The 2016 Martin Ennals Award Ceremony will take place in Geneva [at Uni Dufour, Auditorium U-600, at 6pm] on 11 October 2016. The Laureate will be announced during the ceremony after the presentation of short films on all three Final Nominees. You can follow the streaming on the MEA’s revamped website:
www.martinennalsaward.org as from 18h00 Geneva time. The ceremony is organized by the City of Geneva and the MEA in the context of Geneva human rights week.
On 20 September Sophie Richardson, China Director of Human Rights Watch, wrote a timely piece “China Wants You to Forget Ilam Totti“:
“It’s been two years since Ilham Tohti, [sometimes spelling Ilam Totti] a well-regarded ethnic Uyghur economist and peaceful critic of the Chinese government, was sentenced to life in prison by the Xinjiang People’s High Court for alleged “separatism” after a grossly unfair trial. Tohti and his family had already endured years of harassment and periods of house arrest by state agents, but in September 2014 Beijing evidently felt it necessary to take him off the grid permanently.”

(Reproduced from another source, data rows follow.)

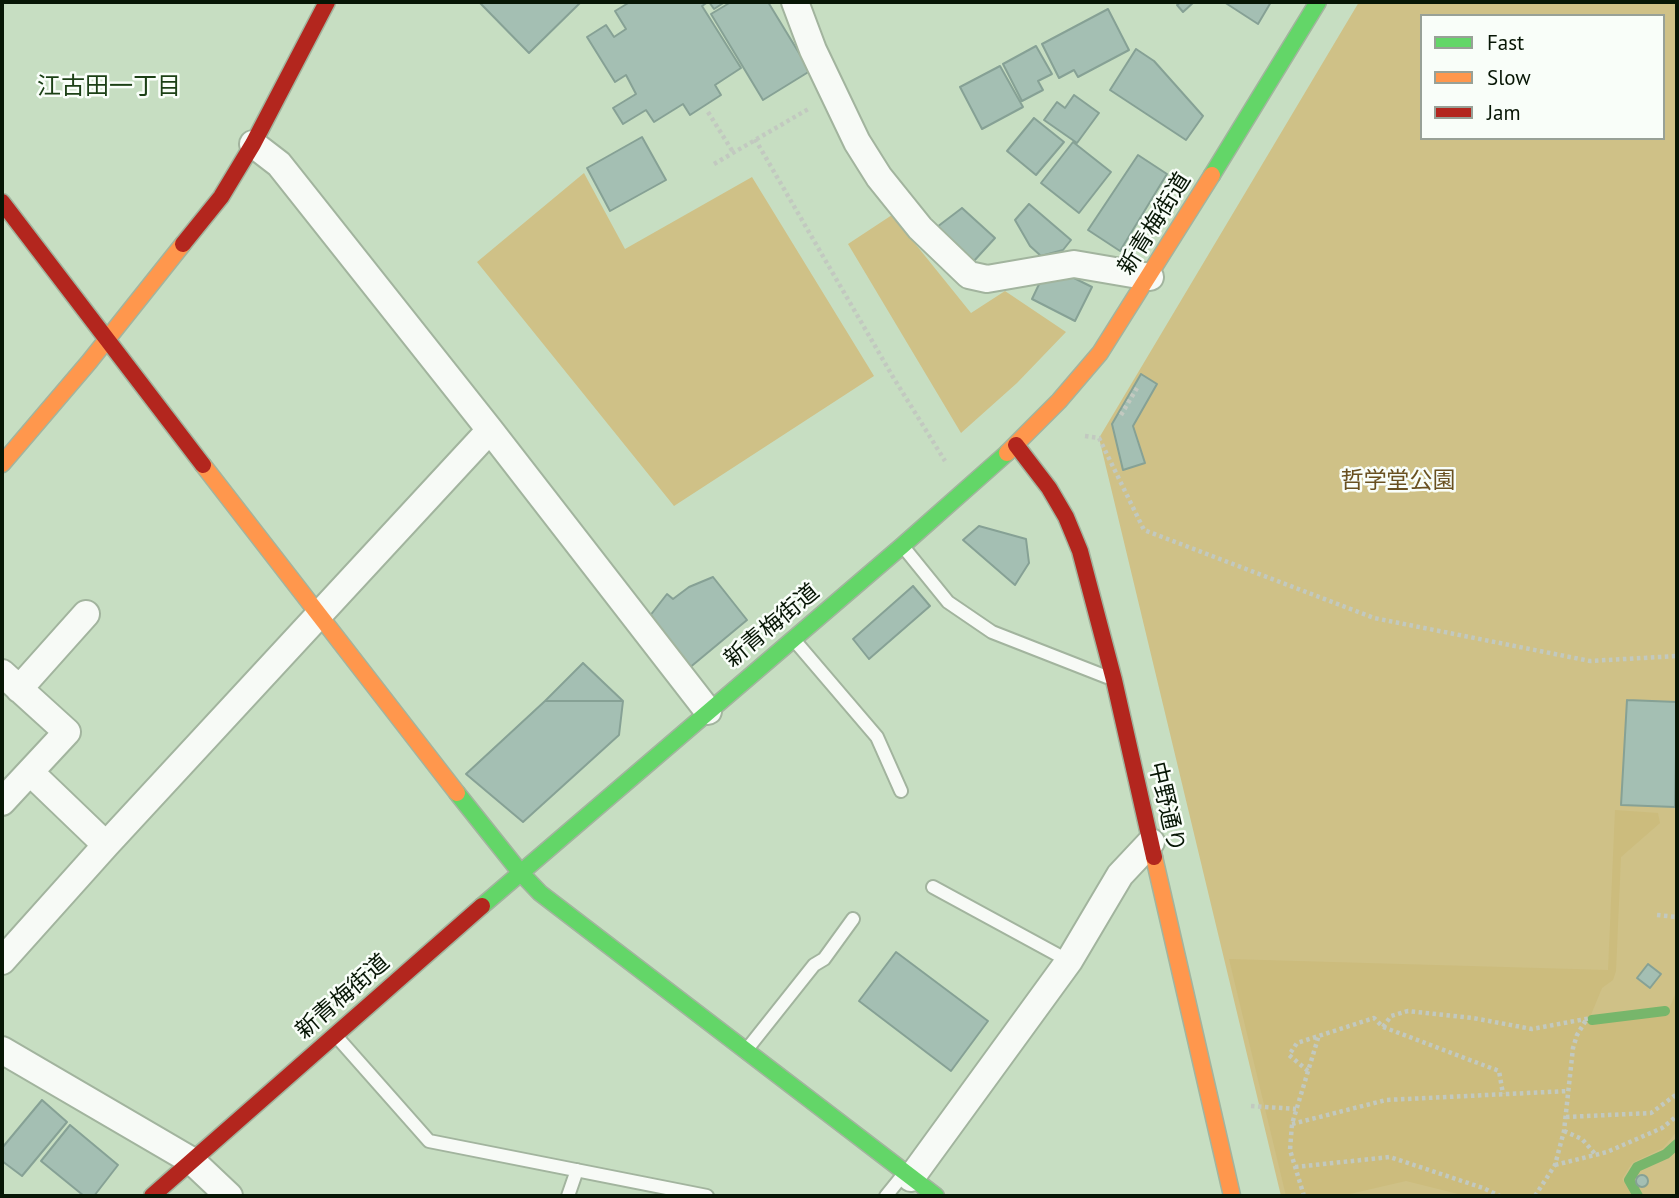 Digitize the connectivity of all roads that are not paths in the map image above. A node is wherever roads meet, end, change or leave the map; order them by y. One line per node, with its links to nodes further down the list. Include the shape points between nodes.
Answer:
1 (327, 2): 4 (main road)
2 (795, 2): 6 (street, via 857,142 879,177 920,228 969,275 987,279 1074,264)
3 (1318, 2): 6 (main road, 新青梅街道)
4 (253, 144): 7 (main road, via 221,197); 8 (street, via 279,164)
5 (2, 202): 7 (main road)
6 (1150, 277): 9 (main road, 新青梅街道, via 1100,353)
7 (107, 339): 10 (main road); 13 (main road)
8 (490, 430): 13 (street); 17 (street)
9 (1016, 445): 11 (main road, 新青梅街道); 15 (main road, 中野通り, via 1066,517 1080,551)
10 (2, 464)
11 (902, 545): 14 (main road, 新青梅街道); 15 (lane, via 948,602 992,632)
12 (86, 614): 16 (street)
13 (318, 616): 22 (street); 23 (main road)
14 (793, 639): 17 (main road, 新青梅街道); 19 (lane, via 877,737)
15 (1114, 680): 21 (main road, 中野通り)
16 (10, 681): 18 (street, via 67,732)
17 (708, 711): 23 (main road, 新青梅街道)
18 (30, 772): 20 (street); 22 (street)
19 (901, 791)
20 (2, 802)
21 (1151, 842): 27 (street, via 1120,875); 41 (main road, 中野通り)
22 (106, 845): 26 (street)
23 (520, 872): 28 (main road, 新青梅街道); 30 (main road, via 540,893)
24 (933, 887): 27 (lane)
25 (853, 919): 30 (lane)
26 (2, 961)
27 (1069, 961): 33 (street)
28 (335, 1034): 31 (main road, 新青梅街道); 32 (lane, via 429,1141)
29 (2, 1050): 31 (street)
30 (746, 1051): 33 (main road)
31 (192, 1161): 35 (main road, 新青梅街道); 36 (street)
32 (577, 1170): 34 (lane); 37 (lane)
33 (908, 1175): 39 (lane); 40 (main road)
34 (650, 1191): 38 (lane)
35 (152, 1196)
36 (229, 1196)
37 (568, 1196)
38 (708, 1196)
39 (886, 1196)
40 (936, 1196)
41 (1233, 1196)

Since then, human rights defenders and the rule of law in China have been under sustained attack from President Xi Jinping’s government. But the dynamics in Xinjiang – a region synonymous with gross discrimination against the predominantly Muslim Uyghur population, restrictions on religion and speech, economic development plans that favor Han Chinese over Uyghurs, and now a highly politicized counterterrorism campaign to stem violence – provide fertile ground for further serious human rights violations.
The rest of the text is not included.